Online retailers are warning customers to prepare for delays after a cyberattack caused major disruptions within the shipping industry.
According to AP News, several eCommerce firms issued warnings after the sudden outbreak of malicious software that centered on Ukraine and spread to major multinational companies, including Danish global shipping firm A.P. Moller-Maersk and FedEx Corp. subsidiary TNT.
Several container port terminals across the world are struggling to get back online, and Enrique Frisancho, the owner of Barcelona-based smartphone film accessory firm Shoulderpod, has warned customers it might be difficult to say when TNT-fulfilled deliveries would arrive.

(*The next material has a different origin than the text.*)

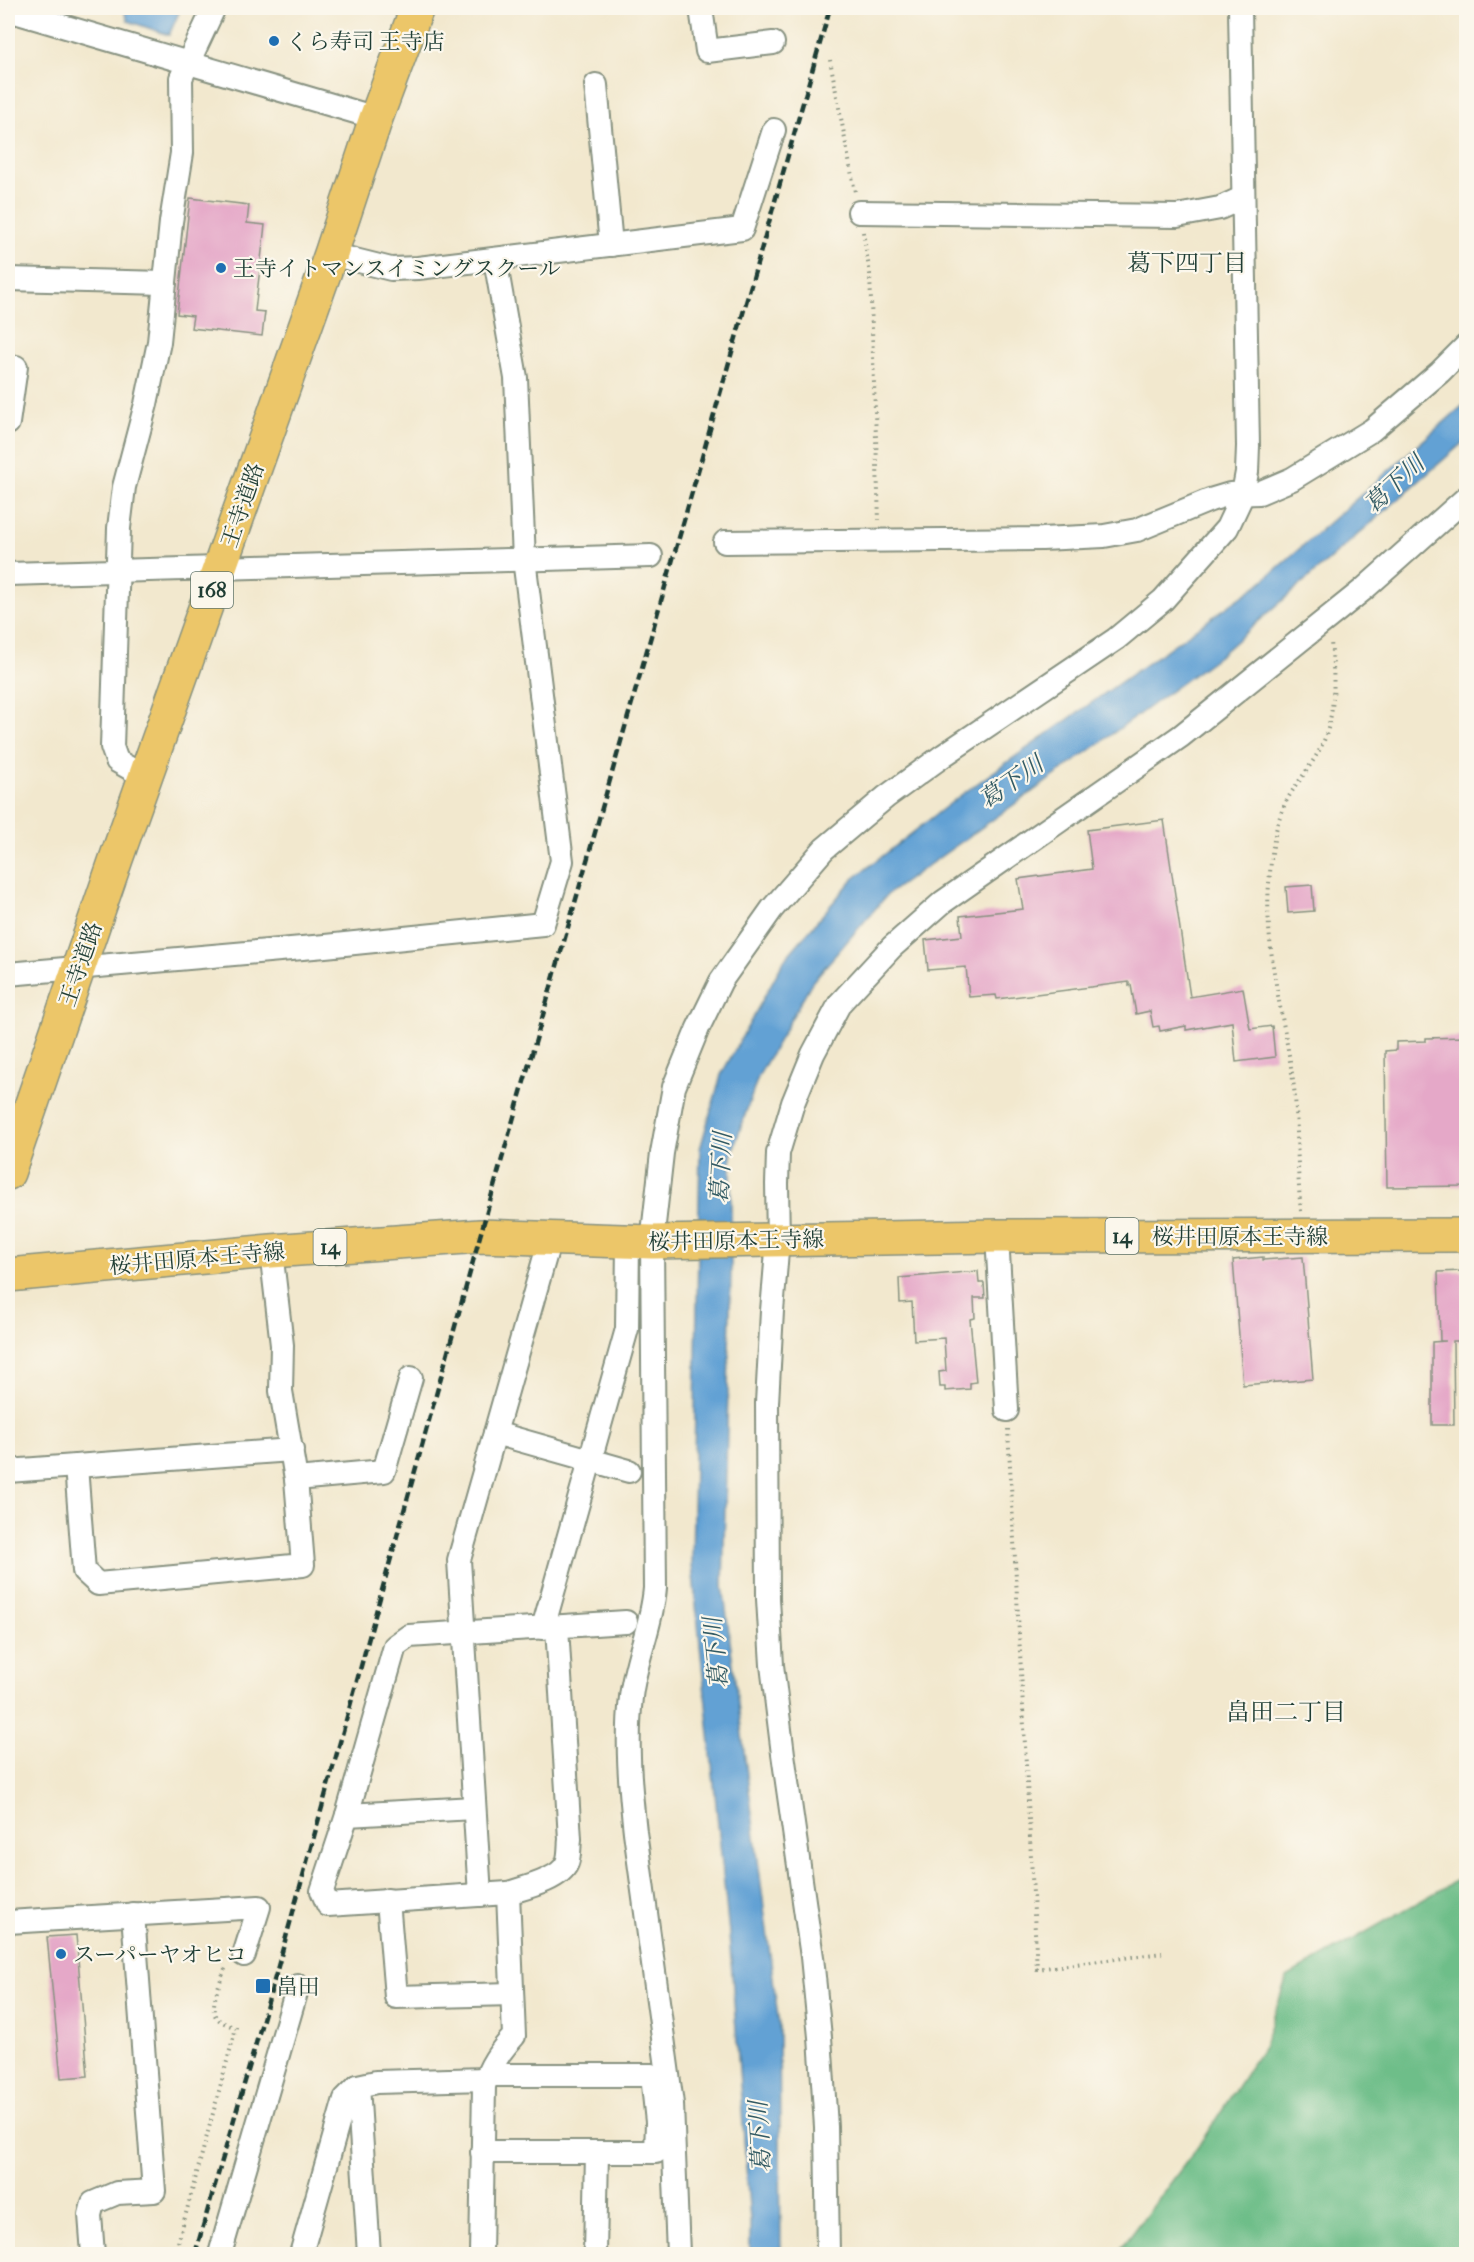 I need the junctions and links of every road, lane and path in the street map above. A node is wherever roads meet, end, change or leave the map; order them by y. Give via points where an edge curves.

A.P. Moller-Maersk said Thursday that most of its terminals are now operational, though some terminals are “operating slower than usual or with limited functionality.” Problems have been reported across the shippers’ global business.
The European Union’s security commissioner, Julian King, said that attacks are “becoming more strategic because they endanger our critical infrastructure and indeed our democratic processes. They’re also becoming more endemic, as those threats permeate and spread from our IT networks into the vital operations of our business sectors and our public sectors.”
The cyberattacks affected ports, hospitals and banks around the world, including a Pennsylvania health network that was unable to offer lab and diagnostic services at 14 community and neighborhood offices. It was also unable to provide its services at two hospitals, Heritage Valley Beaver and Heritage Valley Sewickley, while lab and diagnostic services at its satellite offices were shut down.
And a small Danish ship repair company says the malicious software forced it to re-order engine parts because the track-and-trace parcel system with Dutch-based transport company TNT is down. Parts the ship repair company reordered are being “driven up by road by a courier we ordered and at our expenses,” while another shipment is stuck in Finland.